Data Analyst Certification Case Study

Office Supplies
  • Pens & Printers is a national office supplies chain. At the moment, they send office supplies out of warehouses in four regions: East, West, South, and Central, and all four warehouses stock the same products. The Head of Sales thinks this leads to large amounts of unsold products in some locations. The management at Pens & Printers would like to look at the data and present to them the popularity of products in each region. Are there products that do not sell in some locations?
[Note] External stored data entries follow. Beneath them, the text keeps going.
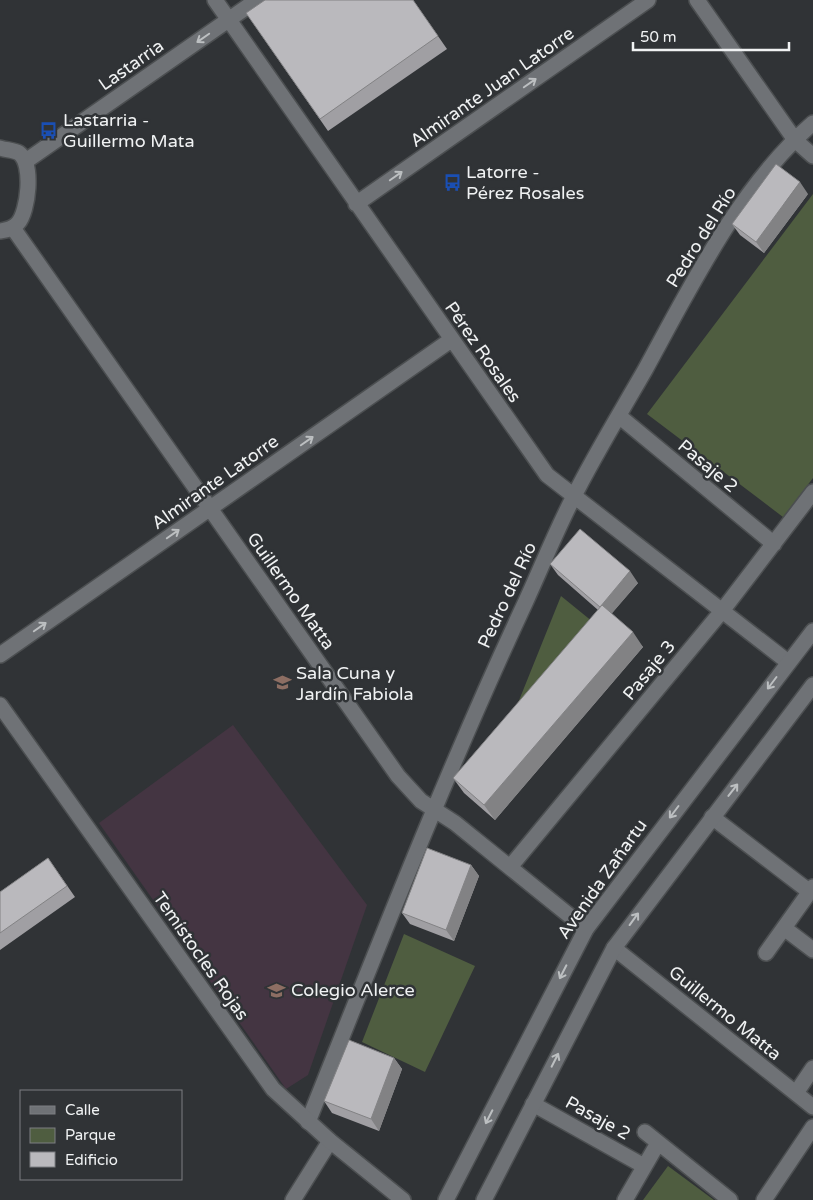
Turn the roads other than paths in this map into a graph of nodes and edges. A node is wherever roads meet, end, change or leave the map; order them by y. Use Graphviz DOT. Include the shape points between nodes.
graph roads {
  1 [pos="215,0"];
  2 [pos="257,0"];
  3 [pos="648,0"];
  4 [pos="697,0"];
  5 [pos="229,20"];
  6 [pos="813,123"];
  7 [pos="795,140"];
  8 [pos="0,148"];
  9 [pos="813,156"];
  10 [pos="26,161"];
  11 [pos="356,204"];
  12 [pos="6,229"];
  13 [pos="452,340"];
  14 [pos="619,416"];
  15 [pos="813,492"];
  16 [pos="574,497"];
  17 [pos="210,508"];
  18 [pos="774,544"];
  19 [pos="722,611"];
  20 [pos="813,631"];
  21 [pos="0,655"];
  22 [pos="788,662"];
  23 [pos="813,685"];
  24 [pos="0,705"];
  25 [pos="432,810"];
  26 [pos="712,817"];
  27 [pos="510,867"];
  28 [pos="811,890"];
  29 [pos="784,928"];
  30 [pos="586,929"];
  31 [pos="614,948"];
  32 [pos="813,950"];
  33 [pos="766,953"];
  34 [pos="813,1068"];
  35 [pos="796,1093"];
  36 [pos="532,1104"];
  37 [pos="813,1107"];
  38 [pos="308,1122"];
  39 [pos="813,1127"];
  40 [pos="645,1132"];
  41 [pos="330,1141"];
  42 [pos="658,1142"];
  43 [pos="644,1166"];
  44 [pos="293,1200"];
  45 [pos="403,1200"];
  46 [pos="446,1200"];
  47 [pos="484,1200"];
  48 [pos="625,1200"];
  49 [pos="730,1200"];
  50 [pos="764,1200"];
  1 -- 5 [label="street, Pérez Rosales"];
  2 -- 5 [label="street, Lastarria"];
  11 -- 3 [label="street, Almirante Juan Latorre, one-way"];
  4 -- 7 [label="street"];
  5 -- 10 [label="street, Lastarria, one-way"];
  5 -- 11 [label="street, Pérez Rosales"];
  6 -- 7 [label="street, Pedro del Río"];
  7 -- 9 [label="street"];
  7 -- 14 [label="street, Pedro del Río" via="723,234"];
  8 -- 10 [label="street" via="19,153"];
  10 -- 12 [label="street, Guillermo Matta" via="29,176 22,217"];
  11 -- 13 [label="street, Pérez Rosales"];
  12 -- 17 [label="street, Guillermo Matta"];
  13 -- 16 [label="street, Pérez Rosales" via="539,465"];
  17 -- 13 [label="street, Almirante Latorre, one-way"];
  14 -- 16 [label="street, Pedro del Río"];
  14 -- 18 [label="street, Pasaje 2"];
  15 -- 18 [label="street, Pasaje 3"];
  16 -- 19 [label="street, Pérez Rosales"];
  16 -- 25 [label="street, Pedro del Río" via="495,665"];
  21 -- 17 [label="street, Almirante Latorre, one-way"];
  17 -- 25 [label="street, Guillermo Matta" via="398,776"];
  18 -- 19 [label="street, Pasaje 3"];
  19 -- 22 [label="street, Pérez Rosales"];
  19 -- 27 [label="street, Pasaje 3"];
  20 -- 22 [label="street, Avenida Zañartu"];
  22 -- 30 [label="street, Avenida Zañartu, one-way"];
  26 -- 23 [label="street, one-way"];
  24 -- 38 [label="street, Temístocles Rojas" via="262,1075"];
  25 -- 27 [label="street, Guillermo Matta" via="455,823"];
  25 -- 38 [label="street, Pedro del Río"];
  26 -- 28 [label="street"];
  31 -- 26 [label="street, one-way"];
  27 -- 30 [label="street, Guillermo Matta"];
  28 -- 29 [label="street"];
  29 -- 32 [label="street"];
  29 -- 33 [label="street"];
  30 -- 46 [label="street, Avenida Zañartu, one-way"];
  31 -- 35 [label="street, Guillermo Matta"];
  36 -- 31 [label="street, one-way"];
  34 -- 35 [label="street"];
  35 -- 37 [label="street, Guillermo Matta"];
  36 -- 43 [label="street, Pasaje 2"];
  36 -- 47 [label="street"];
  38 -- 41 [label="street, Temístocles Rojas"];
  39 -- 50 [label="street"];
  40 -- 42 [label="street, Pasaje 2"];
  41 -- 44 [label="street"];
  41 -- 45 [label="street, Temístocles Rojas"];
  42 -- 43 [label="street"];
  42 -- 49 [label="street, Pasaje 2"];
  43 -- 48 [label="street"];
}
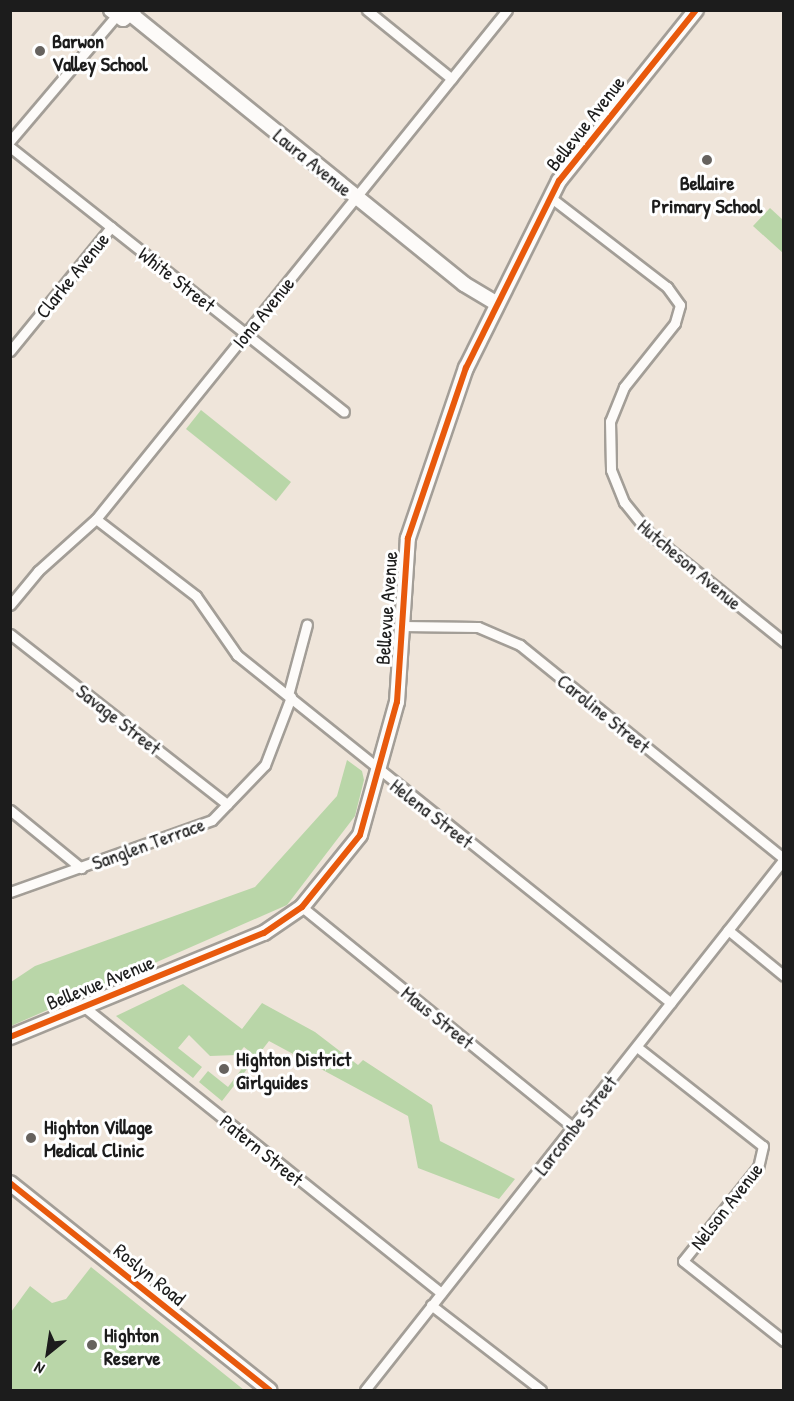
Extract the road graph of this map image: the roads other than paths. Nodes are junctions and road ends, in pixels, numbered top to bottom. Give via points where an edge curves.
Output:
1 (367, 10) edge
2 (507, 10) edge
3 (696, 10) edge
4 (133, 13) edge
5 (113, 14) edge
6 (452, 79) junction
7 (10, 141) edge
8 (10, 147) edge
9 (356, 197) junction
10 (550, 197) junction
11 (111, 227) junction
12 (497, 304) junction
13 (246, 334) junction
14 (10, 351) edge
15 (344, 412) dead end
16 (96, 519) junction
17 (10, 605) edge
18 (307, 624) dead end
19 (402, 626) junction
20 (10, 634) edge
21 (783, 642) edge
22 (289, 696) junction
23 (381, 772) junction
24 (228, 804) junction
25 (10, 810) edge
26 (783, 859) edge
27 (81, 868) junction
28 (10, 892) edge
29 (302, 907) junction
30 (728, 930) junction
31 (783, 976) edge
32 (671, 1003) junction
33 (83, 1006) junction
34 (10, 1037) edge
35 (637, 1047) junction
36 (573, 1127) junction
37 (10, 1183) edge
38 (441, 1293) junction
39 (431, 1305) junction
40 (783, 1341) edge
41 (269, 1390) edge
42 (365, 1390) edge
43 (541, 1390) edge

1 - 6 street
2 - 6 street, Iona Avenue
3 - 10 street, Bellevue Avenue via 573,161
4 - 5 street
4 - 9 street, Laura Avenue
5 - 7 street
6 - 9 street, Iona Avenue
8 - 11 street, White Street
9 - 12 street, Laura Avenue
9 - 13 street, Iona Avenue
10 - 12 street, Bellevue Avenue
10 - 21 street, Hutcheson Avenue via 667,287 680,305 675,323 624,387 610,421 612,470 624,502 649,533
11 - 13 street, White Street
11 - 14 street, Clarke Avenue
12 - 19 street, Bellevue Avenue via 443,425 408,538
13 - 15 street, White Street
13 - 16 street, Iona Avenue
16 - 17 street, Iona Avenue via 38,571
16 - 22 street, Helena Street via 196,596 235,653
18 - 22 street, Sanglen Terrace
19 - 23 street, Bellevue Avenue via 397,702
19 - 26 street, Caroline Street via 478,627 520,645
20 - 24 street, Savage Street
22 - 23 street, Helena Street
22 - 24 street, Sanglen Terrace via 265,765
23 - 29 street, Bellevue Avenue via 360,835
23 - 32 street, Helena Street
24 - 27 street, Sanglen Terrace via 204,825
25 - 27 street
26 - 30 street, Larcombe Street
27 - 28 street, Sanglen Terrace
29 - 33 street, Bellevue Avenue via 264,933
29 - 36 street, Maus Street
30 - 31 street
30 - 32 street, Larcombe Street
32 - 35 street, Larcombe Street
33 - 34 street, Bellevue Avenue
33 - 38 street, Patern Street
35 - 36 street, Larcombe Street
35 - 40 street, Nelson Avenue via 763,1146 766,1155 758,1167 683,1261
36 - 38 street, Larcombe Street
37 - 41 street, Roslyn Road
38 - 39 street, Larcombe Street
39 - 42 street, Larcombe Street
39 - 43 street

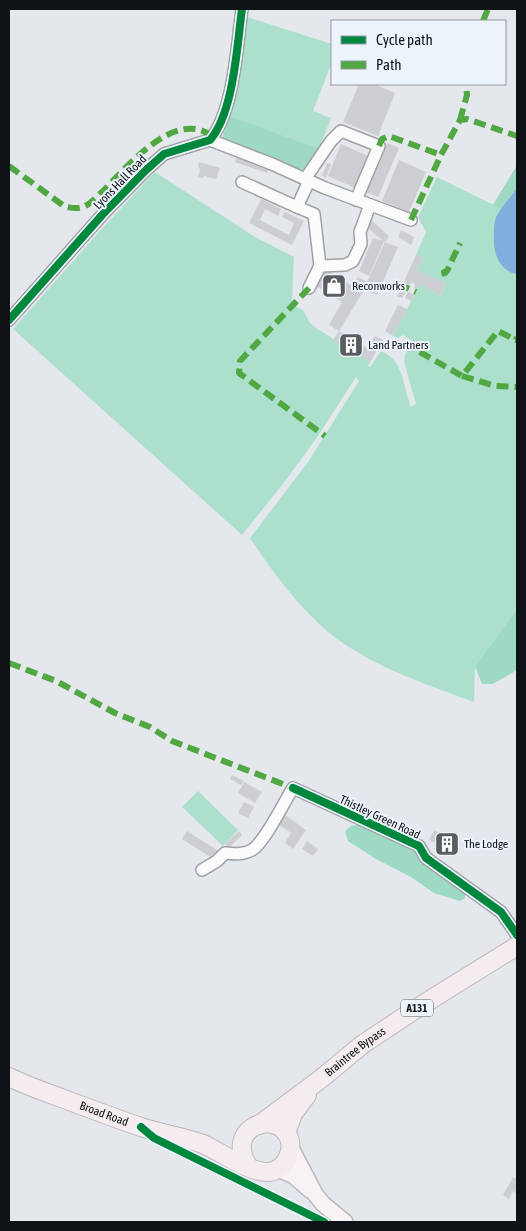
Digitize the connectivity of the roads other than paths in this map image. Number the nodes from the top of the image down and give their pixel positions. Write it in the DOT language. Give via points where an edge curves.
graph roads {
  1 [pos="242,9"];
  2 [pos="210,140"];
  3 [pos="307,180"];
  4 [pos="242,182"];
  5 [pos="356,200"];
  6 [pos="370,205"];
  7 [pos="297,207"];
  8 [pos="411,220"];
  9 [pos="320,266"];
  10 [pos="309,288"];
  11 [pos="9,320"];
  12 [pos="202,870"];
  13 [pos="517,935"];
  14 [pos="517,946"];
  15 [pos="9,1077"];
  16 [pos="322,1078"];
  17 [pos="259,1125"];
  18 [pos="244,1137"];
  19 [pos="288,1139"];
  20 [pos="204,1144"];
  21 [pos="249,1167"];
  22 [pos="278,1170"];
  23 [pos="315,1194"];
  24 [pos="345,1222"];
  1 -- 2 [label="street" via="228,100 220,126"];
  2 -- 3 [label="street"];
  2 -- 11 [label="street, Lyons Hall Road" via="164,154 144,171"];
  3 -- 5 [label="street"];
  3 -- 5 [label="street" via="341,131 379,146"];
  3 -- 7 [label="street"];
  4 -- 7 [label="street"];
  5 -- 6 [label="street"];
  6 -- 8 [label="street"];
  6 -- 9 [label="street" via="360,232 361,244 353,261 345,265"];
  7 -- 9 [label="street" via="314,214"];
  9 -- 10 [label="street"];
  12 -- 13 [label="street, Thistley Green Road" via="225,853 245,853 254,849 293,788 419,846 426,858 501,912"];
  14 -- 16 [label="highway, Braintree Bypass / A131" via="363,1044"];
  15 -- 20 [label="highway, Broad Road / A131" via="118,1119"];
  16 -- 17 [label="highway, Braintree Bypass / A131"];
  16 -- 19 [label="highway, Braintree Bypass / A131" via="293,1114"];
  17 -- 18 [label="highway, Broad Road / A131"];
  17 -- 19 [label="highway" via="272,1124"];
  18 -- 20 [label="highway, Broad Road / A131"];
  18 -- 21 [label="highway" via="241,1150"];
  19 -- 22 [label="highway, A131" via="289,1155"];
  19 -- 23 [label="main road, Broad Road"];
  20 -- 21 [label="highway, Broad Road / A131"];
  21 -- 22 [label="highway, Broad Road / A131" via="258,1171"];
  22 -- 23 [label="main road, Broad Road" via="294,1176"];
  23 -- 24 [label="main road, Broad Road"];
}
Are there any other patterns over time in each region that you can find in the data?

1. Data Overview & Wrangling

# Import needed libraries for analysis 
import numpy as np 
import pandas as pd 
import matplotlib.pyplot as plt 
import seaborn as sns 
%matplotlib inline 
# Load data from csv 
df = pd.read_csv('data/office_supplies.csv')
df.head()
# explore data & get overview 
df.info()
df.describe()
# modify data types of different columns 
df['Order Date'] = df['Order Date'].astype('datetime64[ns]')
for column in df.columns : 
    if df[column].dtype == 'O': 
        df[column] = df[column].astype('string')
df.info()
# update all data columns title to be lower case and without spaces 
df.columns = df.columns.str.lower()
df.columns = df.columns.str.replace(' ', '_')
df.columns = df.columns.str.replace('-', '_')
df.info()
# fill null values with zero 
df.fillna(0, inplace=True)
# add new column year 
df['year'] = df['order_date'].dt.year
df.info()

2. Exploratory Data Analysis

2.1 Univariate EDA
# view distribution of sales in different regions 
sns.color_palette()[0]
fig, axes = plt.subplots(nrows=1, ncols=4, figsize=(30, 10))
regions = df['region'].unique()
for ax, region in zip(axes, regions):
    sns.boxplot(data=df[df['region']==region], x='sales', ax=ax).set(title=f'{region}')
# view distribution of profits in different regions 
fig, axes = plt.subplots(nrows=1, ncols=4, figsize=(30, 10))
regions = df['region'].unique()
for ax, region in zip(axes, regions):
    sns.boxplot(data=df[df['region'] == region], x='profit', ax=ax).set(title=f'{region}')
# View count of sales transactions for each category in each region
fig, axes = plt.subplots(nrows=1, ncols=4, figsize=(30, 10))
regions = df['region'].unique()
for ax, region in zip(axes, regions):
    sns.countplot(data=df[df['region']==region], x='category', ax=ax).set_title(f'{region}')
# View count of sales transactions for each sub-category in each region
fig, axes = plt.subplots(nrows=1, ncols=4, figsize=(30, 10))
regions = df['region'].unique()
for ax, region in zip(axes, regions):
    sns.countplot(data=df[df['region']==region], x='sub_category', ax=ax).set(title=f'{region}')
    ax.tick_params(axis='x', rotation=60)